Of course, perfume agnostics and newcomers can and should enjoy Une Fleur de Cassie. If you swapped out a barfly’s beer can with a glass of good Vouvray,1 he might chug the wine with a lot of satisfaction. But is he going to catch every nuance? Une Fleur de Cassie is all about nuance.
The other barrier Une Fleur de Cassie presents to the beginner is that it’s not pretty. Some people might even say it’s ugly. Yet it sure is beautiful.
Dominique Ropion is the nose behind Une Fleur de Cassie, which launched in 2000. Its notes include jasmine absolute, cassia absolute, carnation, cumin, bergamot, mimosa absolute, rose absolute, violet, apricot, aldehydes, salicylate, musk cetone, cedar, sandalwood and vanilla.
In one way, Une Fleur de Cassie is a classic floral fragrance. It’s a full, summer-rich bouquet sandwiched between a spicy, peppery, and violet-tinted top and a warm, woody-musky base. It’s not fragile, but it’s not crude, either. Une Fleur de Cassie has the texture of thick velvet and dusky summers where the garden presses against the windows. It’s faintly powdery with mimosa, but elegant with pink and purple blooms. (Purple prose concludes here.)
The composition moves like music, too. Each shift in emphasis bends and melts into the next, and each stage of development interests me with its complexity. It’s not predictable, except maybe at Une Fleur de Cassie’s end, as it trails away in sweet wood and faint musk. The fragrance’s main show takes about three hours on my arms to unroll before the base creeps along for another few hours.
Despite all that beauty, there’s something funky going on with this perfume. Cumin pops its head in for the fragrance’s first half hour before settling back. A strange, pollen-y “chewy” feeling takes over the perfume early. Une Fleur de Cassie smells a little more intimate than proper, and, well, just plain strange.
That said, it’s an elegant sort of strange. In the Frédéric Malle video for Une Fleur de Cassie, Dominique Ropion mentions that the fragrance can become something you love as you wear it more and more. Normally, I’d dismiss this as PR hoo-ha, but as I’ve worn Une Fleur de Cassie over the past four days, my appreciation for it really is deepening, to the point that it tugs at my wallet.
Which brings me to my final point. If you’re consider buying Une Fleur de Cassie, you might want to stick to smaller bottle sizes or plan on using it up within a few years. I have a sample that’s six months old and one that’s five years old, and the older sample has darkened and smells flatter. My new sample has lots more nuance. Which is what this fragrance is all about.

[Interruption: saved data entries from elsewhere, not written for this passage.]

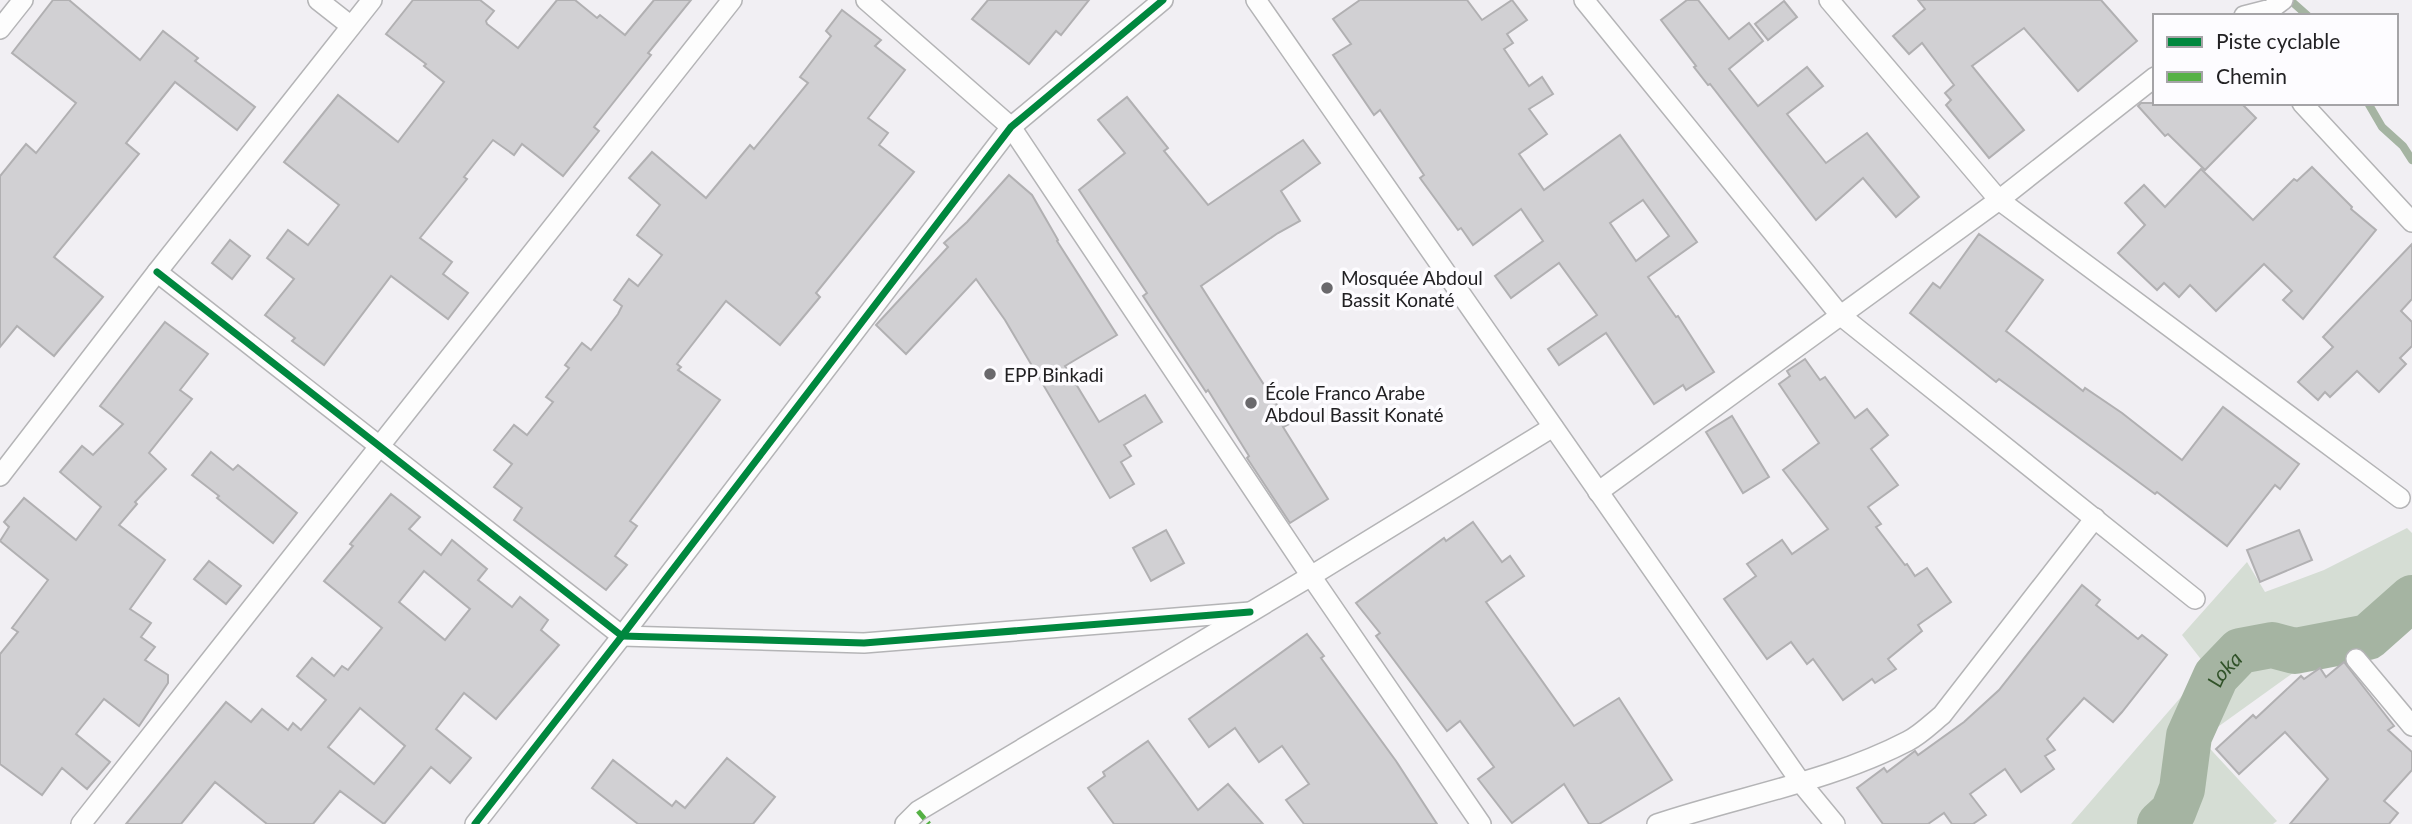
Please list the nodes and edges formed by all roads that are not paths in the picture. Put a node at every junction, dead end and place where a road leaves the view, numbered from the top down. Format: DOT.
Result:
graph roads {
  1 [pos="23,0"];
  2 [pos="318,0"];
  3 [pos="372,0"];
  4 [pos="732,0"];
  5 [pos="866,0"];
  6 [pos="1163,0"];
  7 [pos="1256,0"];
  8 [pos="1584,0"];
  9 [pos="1829,0"];
  10 [pos="2277,5"];
  11 [pos="2250,14"];
  12 [pos="351,26"];
  13 [pos="0,29"];
  14 [pos="2153,78"];
  15 [pos="2304,105"];
  16 [pos="1011,127"];
  17 [pos="1999,200"];
  18 [pos="2412,222"];
  19 [pos="157,272"];
  20 [pos="1840,315"];
  21 [pos="1553,427"];
  22 [pos="378,447"];
  23 [pos="0,476"];
  24 [pos="1598,492"];
  25 [pos="2400,498"];
  26 [pos="2095,518"];
  27 [pos="1311,576"];
  28 [pos="2195,599"];
  29 [pos="1250,612"];
  30 [pos="622,636"];
  31 [pos="2356,659"];
  32 [pos="2412,726"];
  33 [pos="1802,784"];
  34 [pos="81,824"];
  35 [pos="475,824"];
  36 [pos="905,824"];
  37 [pos="1481,824"];
  38 [pos="1657,824"];
  39 [pos="1835,824"];
  1 -- 13 [label="street"];
  2 -- 12 [label="street"];
  3 -- 12 [label="street"];
  4 -- 22 [label="street"];
  5 -- 16 [label="street"];
  6 -- 16 [label="street"];
  7 -- 21 [label="street"];
  8 -- 20 [label="street"];
  9 -- 17 [label="street"];
  10 -- 11 [label="street"];
  12 -- 19 [label="street"];
  14 -- 17 [label="street"];
  15 -- 18 [label="street"];
  16 -- 27 [label="street"];
  16 -- 30 [label="street"];
  17 -- 20 [label="street"];
  17 -- 25 [label="street"];
  19 -- 22 [label="street"];
  19 -- 23 [label="street"];
  20 -- 24 [label="street"];
  20 -- 26 [label="street"];
  21 -- 24 [label="street"];
  21 -- 27 [label="street"];
  22 -- 30 [label="street"];
  22 -- 34 [label="street"];
  24 -- 33 [label="street"];
  26 -- 28 [label="street"];
  26 -- 33 [label="street"];
  27 -- 29 [label="street"];
  27 -- 37 [label="street"];
  29 -- 30 [label="street"];
  29 -- 36 [label="street"];
  30 -- 35 [label="street"];
  31 -- 32 [label="street"];
  33 -- 38 [label="street"];
  33 -- 39 [label="street"];
}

If you've tried it, do you agree Une Fleur de Cassie is a gorgeous oddball? What fragrances would you put the "Not for Beginners" label on?
Frédéric Malle Une Fleur de Cassie Eau de Parfum is $310 for 100 ml; $215 for 50 ml; $150 for a 3-pack of 10-ml travel atomizers; and $60 for one 10-ml atomizer. For information on where to buy it, see Frédéric Malle under Perfume Houses.
1. In my first draft, I wrote “old Bordeaux.” But Une Fleur de Cassie is so much more like a complex, honeyed Vouvray. Out of fashion, but eternal.